[Items from a data source]
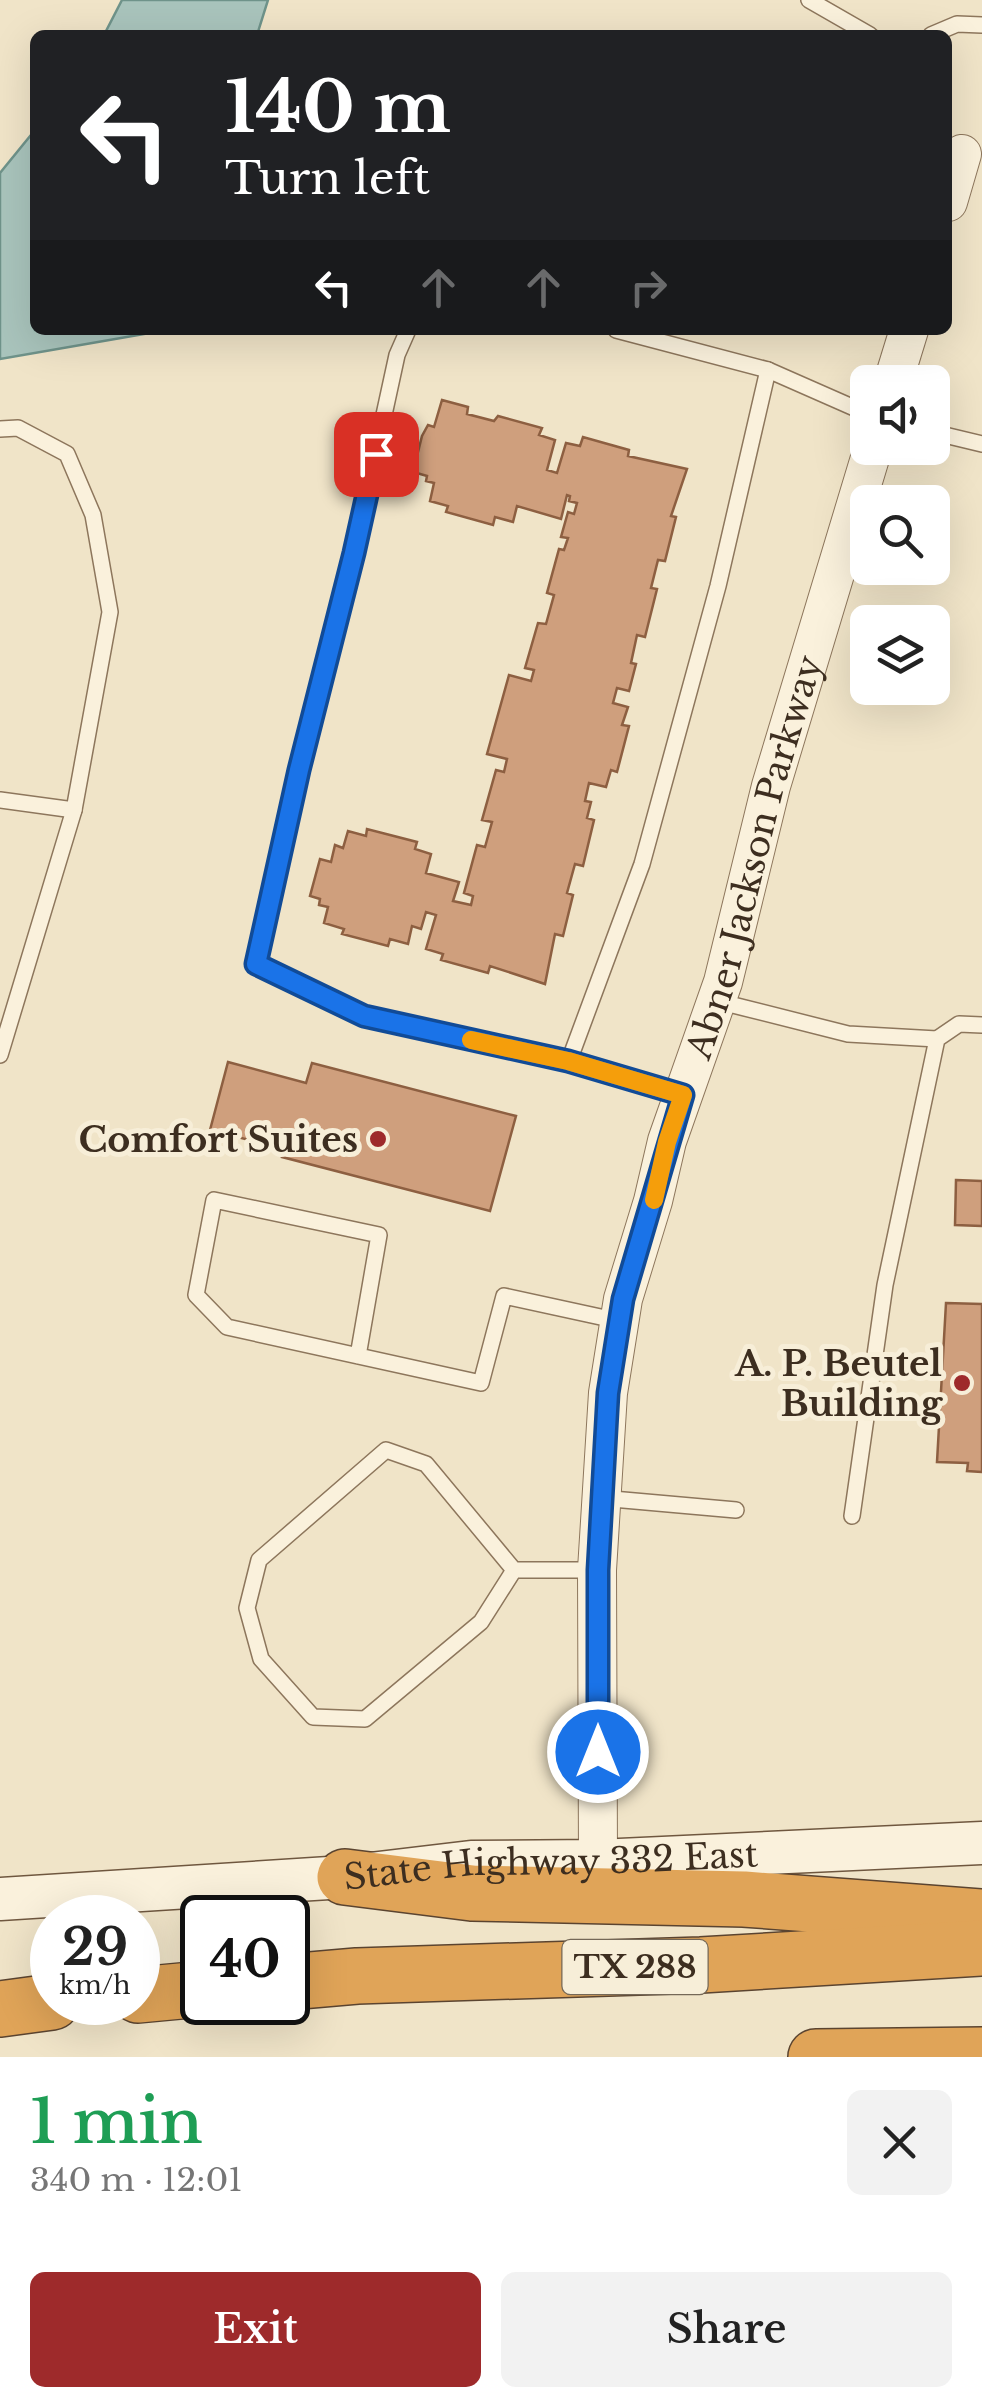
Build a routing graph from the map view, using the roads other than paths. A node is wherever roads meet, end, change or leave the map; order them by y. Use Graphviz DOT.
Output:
graph roads {
  1 [pos="809,0"];
  2 [pos="982,25"];
  3 [pos="861,30"];
  4 [pos="943,30"];
  5 [pos="964,152"];
  6 [pos="952,190"];
  7 [pos="406,335"];
  8 [pos="635,335"];
  9 [pos="907,335"];
  10 [pos="898,365"];
  11 [pos="768,370"];
  12 [pos="850,406"];
  13 [pos="0,428"];
  14 [pos="950,436"];
  15 [pos="982,444"];
  16 [pos="868,465"];
  17 [pos="0,800"];
  18 [pos="74,810"];
  19 [pos="717,1001"];
  20 [pos="982,1025"];
  21 [pos="937,1039"];
  22 [pos="0,1054"];
  23 [pos="568,1061"];
  24 [pos="683,1095"];
  25 [pos="619,1320"];
  26 [pos="358,1356"];
  27 [pos="601,1498"];
  28 [pos="736,1510"];
  29 [pos="852,1516"];
  30 [pos="514,1570"];
  31 [pos="598,1570"];
  32 [pos="982,1843"];
  33 [pos="598,1861"];
  34 [pos="345,1877"];
  35 [pos="0,1900"];
  36 [pos="982,1917"];
  37 [pos="982,1948"];
  38 [pos="310,1980"];
  39 [pos="982,2055"];
  40 [pos="816,2057"];
  1 -- 3 [label="lane"];
  2 -- 4 [label="lane"];
  5 -- 6 [label="street"];
  7 -- 23 [label="lane"];
  8 -- 11 [label="lane"];
  9 -- 10 [label="street"];
  11 -- 12 [label="lane"];
  11 -- 23 [label="lane"];
  13 -- 18 [label="lane"];
  14 -- 15 [label="lane"];
  16 -- 19 [label="street, Abner Jackson Parkway"];
  17 -- 18 [label="lane"];
  18 -- 22 [label="lane"];
  19 -- 21 [label="lane"];
  19 -- 24 [label="street, Abner Jackson Parkway"];
  20 -- 21 [label="lane"];
  21 -- 29 [label="lane"];
  23 -- 24 [label="lane"];
  24 -- 25 [label="street, Abner Jackson Parkway"];
  25 -- 26 [label="lane"];
  25 -- 27 [label="street, Abner Jackson Parkway"];
  26 -- 26 [label="lane"];
  27 -- 28 [label="lane"];
  27 -- 31 [label="street, Abner Jackson Parkway"];
  30 -- 30 [label="lane"];
  30 -- 31 [label="lane"];
  31 -- 33 [label="street, Abner Jackson Parkway"];
  32 -- 33 [label="main road, State Highway 332 East"];
  33 -- 34 [label="main road, State Highway 332 East"];
  34 -- 35 [label="main road, State Highway 332 East"];
  34 -- 36 [label="highway"];
  37 -- 38 [label="highway, TX 288"];
  39 -- 40 [label="highway"];
}
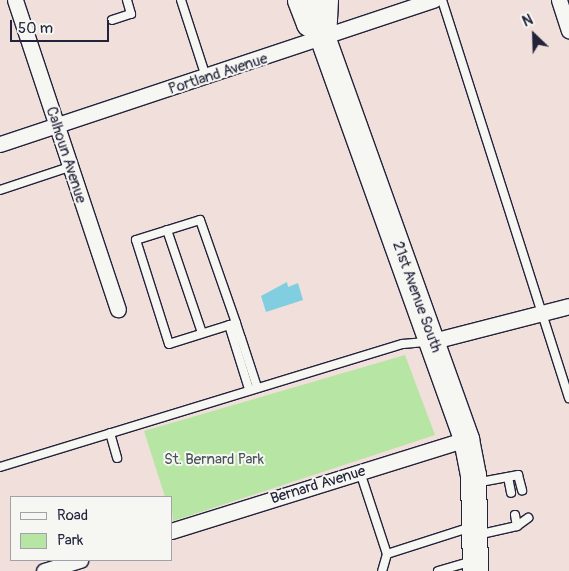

TASK PROMPT:
Return the data exactly. Do not carry over any images.

EXPECTED ANSWER:
Build a routing graph from the map view, using the roads other than paths. A node is wherever roads meet, end, change or leave the map; order them by y. Use Graphviz DOT.
Output:
graph roads {
  1 [pos="809,0"];
  2 [pos="982,25"];
  3 [pos="861,30"];
  4 [pos="943,30"];
  5 [pos="964,152"];
  6 [pos="952,190"];
  7 [pos="406,335"];
  8 [pos="635,335"];
  9 [pos="907,335"];
  10 [pos="898,365"];
  11 [pos="768,370"];
  12 [pos="850,406"];
  13 [pos="0,428"];
  14 [pos="950,436"];
  15 [pos="982,444"];
  16 [pos="868,465"];
  17 [pos="0,800"];
  18 [pos="74,810"];
  19 [pos="717,1001"];
  20 [pos="982,1025"];
  21 [pos="937,1039"];
  22 [pos="0,1054"];
  23 [pos="568,1061"];
  24 [pos="683,1095"];
  25 [pos="619,1320"];
  26 [pos="358,1356"];
  27 [pos="601,1498"];
  28 [pos="736,1510"];
  29 [pos="852,1516"];
  30 [pos="514,1570"];
  31 [pos="598,1570"];
  32 [pos="982,1843"];
  33 [pos="598,1861"];
  34 [pos="345,1877"];
  35 [pos="0,1900"];
  36 [pos="982,1917"];
  37 [pos="982,1948"];
  38 [pos="310,1980"];
  39 [pos="982,2055"];
  40 [pos="816,2057"];
  1 -- 3 [label="lane"];
  2 -- 4 [label="lane"];
  5 -- 6 [label="street"];
  7 -- 23 [label="lane"];
  8 -- 11 [label="lane"];
  9 -- 10 [label="street"];
  11 -- 12 [label="lane"];
  11 -- 23 [label="lane"];
  13 -- 18 [label="lane"];
  14 -- 15 [label="lane"];
  16 -- 19 [label="street, Abner Jackson Parkway"];
  17 -- 18 [label="lane"];
  18 -- 22 [label="lane"];
  19 -- 21 [label="lane"];
  19 -- 24 [label="street, Abner Jackson Parkway"];
  20 -- 21 [label="lane"];
  21 -- 29 [label="lane"];
  23 -- 24 [label="lane"];
  24 -- 25 [label="street, Abner Jackson Parkway"];
  25 -- 26 [label="lane"];
  25 -- 27 [label="street, Abner Jackson Parkway"];
  26 -- 26 [label="lane"];
  27 -- 28 [label="lane"];
  27 -- 31 [label="street, Abner Jackson Parkway"];
  30 -- 30 [label="lane"];
  30 -- 31 [label="lane"];
  31 -- 33 [label="street, Abner Jackson Parkway"];
  32 -- 33 [label="main road, State Highway 332 East"];
  33 -- 34 [label="main road, State Highway 332 East"];
  34 -- 35 [label="main road, State Highway 332 East"];
  34 -- 36 [label="highway"];
  37 -- 38 [label="highway, TX 288"];
  39 -- 40 [label="highway"];
}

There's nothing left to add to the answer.